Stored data
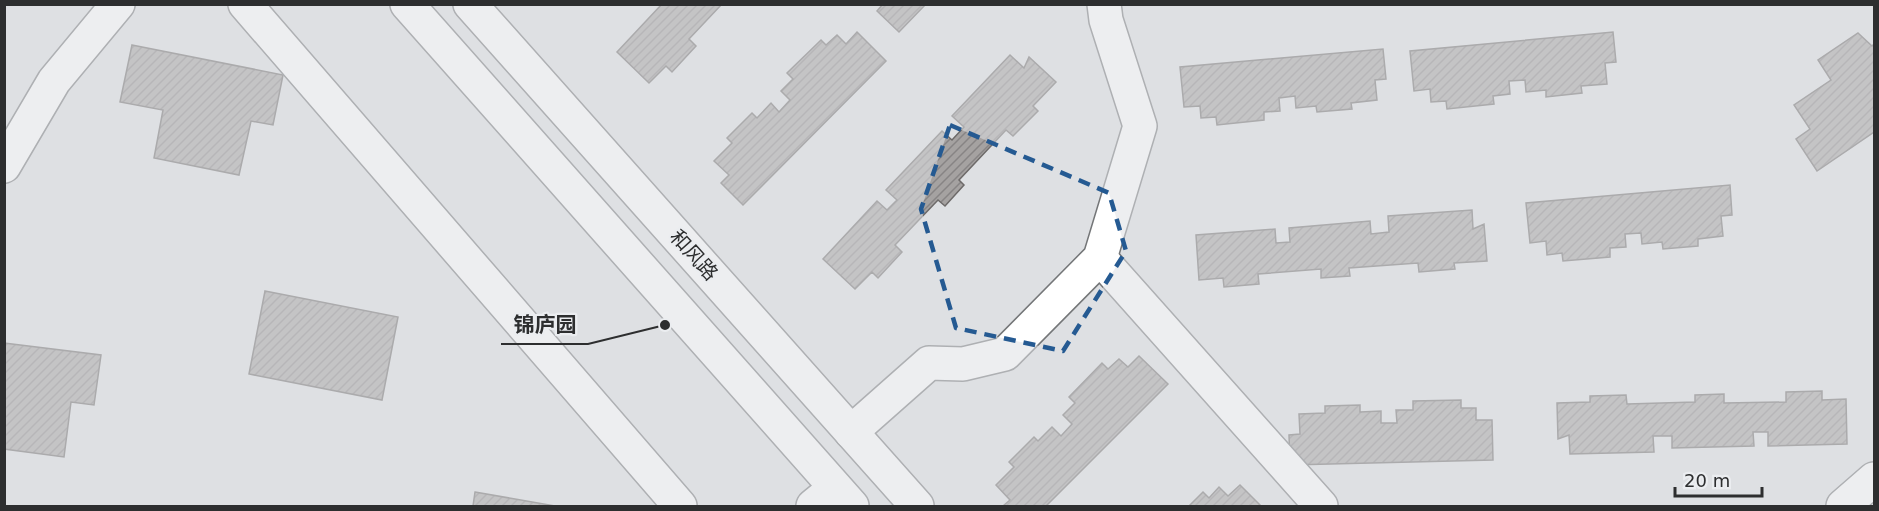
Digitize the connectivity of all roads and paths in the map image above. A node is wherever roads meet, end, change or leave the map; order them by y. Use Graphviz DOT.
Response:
graph roads {
  1 [pos="118,4"];
  2 [pos="245,4"];
  3 [pos="407,4"];
  4 [pos="470,4"];
  5 [pos="1104,4"];
  6 [pos="4,166"];
  7 [pos="1100,258"];
  8 [pos="851,432"];
  9 [pos="1875,479"];
  10 [pos="833,500"];
  11 [pos="680,507"];
  12 [pos="917,507"];
  13 [pos="1321,507"];
  14 [pos="1843,507"];
  1 -- 6 [label="street"];
  2 -- 11 [label="street"];
  3 -- 10 [label="street"];
  4 -- 8 [label="street, 和风路"];
  5 -- 7 [label="street"];
  7 -- 8 [label="street"];
  7 -- 13 [label="street"];
  8 -- 12 [label="street, 和风路"];
  9 -- 14 [label="street"];
}
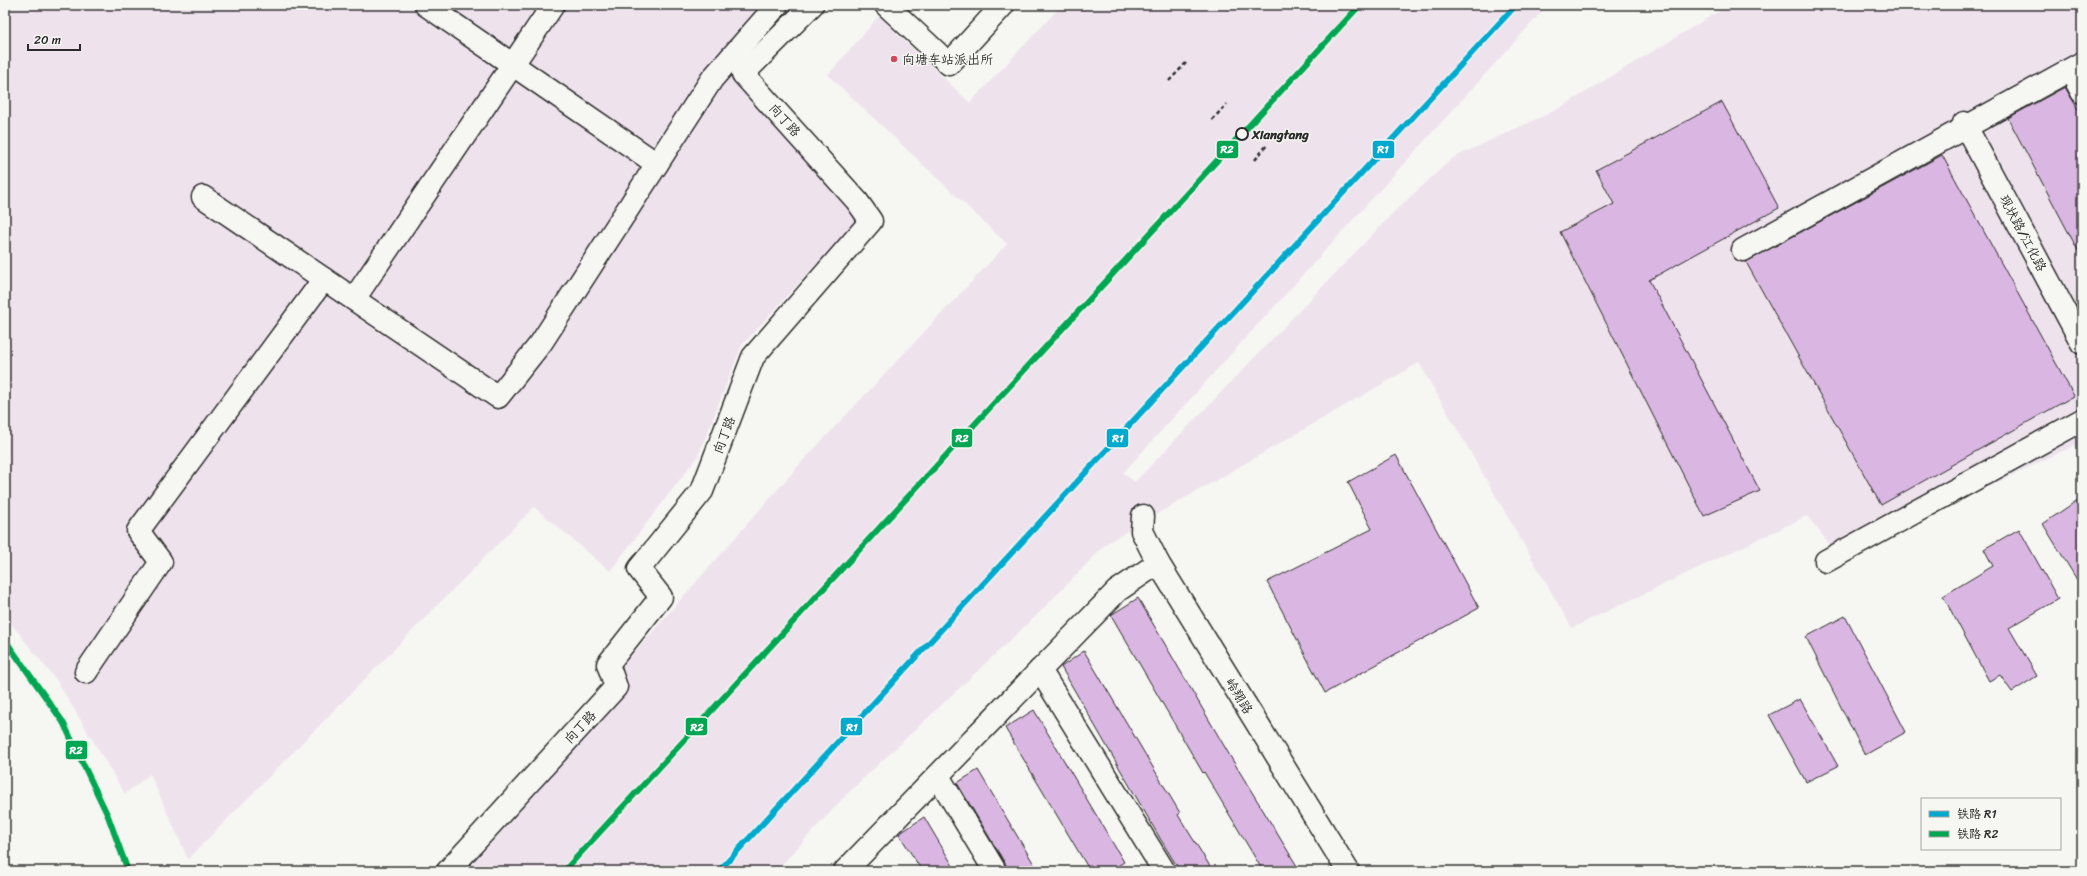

** About this task **
Although the records contain pictures, print only the rest, exactly as written.

** Task solution **
Digitize the connectivity of all roads and paths in the map image above. A node is wherever roads meet, end, change or leave the map; order them by y. Use Graphviz DOT.
Response:
graph roads {
  1 [pos="118,4"];
  2 [pos="245,4"];
  3 [pos="407,4"];
  4 [pos="470,4"];
  5 [pos="1104,4"];
  6 [pos="4,166"];
  7 [pos="1100,258"];
  8 [pos="851,432"];
  9 [pos="1875,479"];
  10 [pos="833,500"];
  11 [pos="680,507"];
  12 [pos="917,507"];
  13 [pos="1321,507"];
  14 [pos="1843,507"];
  1 -- 6 [label="street"];
  2 -- 11 [label="street"];
  3 -- 10 [label="street"];
  4 -- 8 [label="street, 和风路"];
  5 -- 7 [label="street"];
  7 -- 8 [label="street"];
  7 -- 13 [label="street"];
  8 -- 12 [label="street, 和风路"];
  9 -- 14 [label="street"];
}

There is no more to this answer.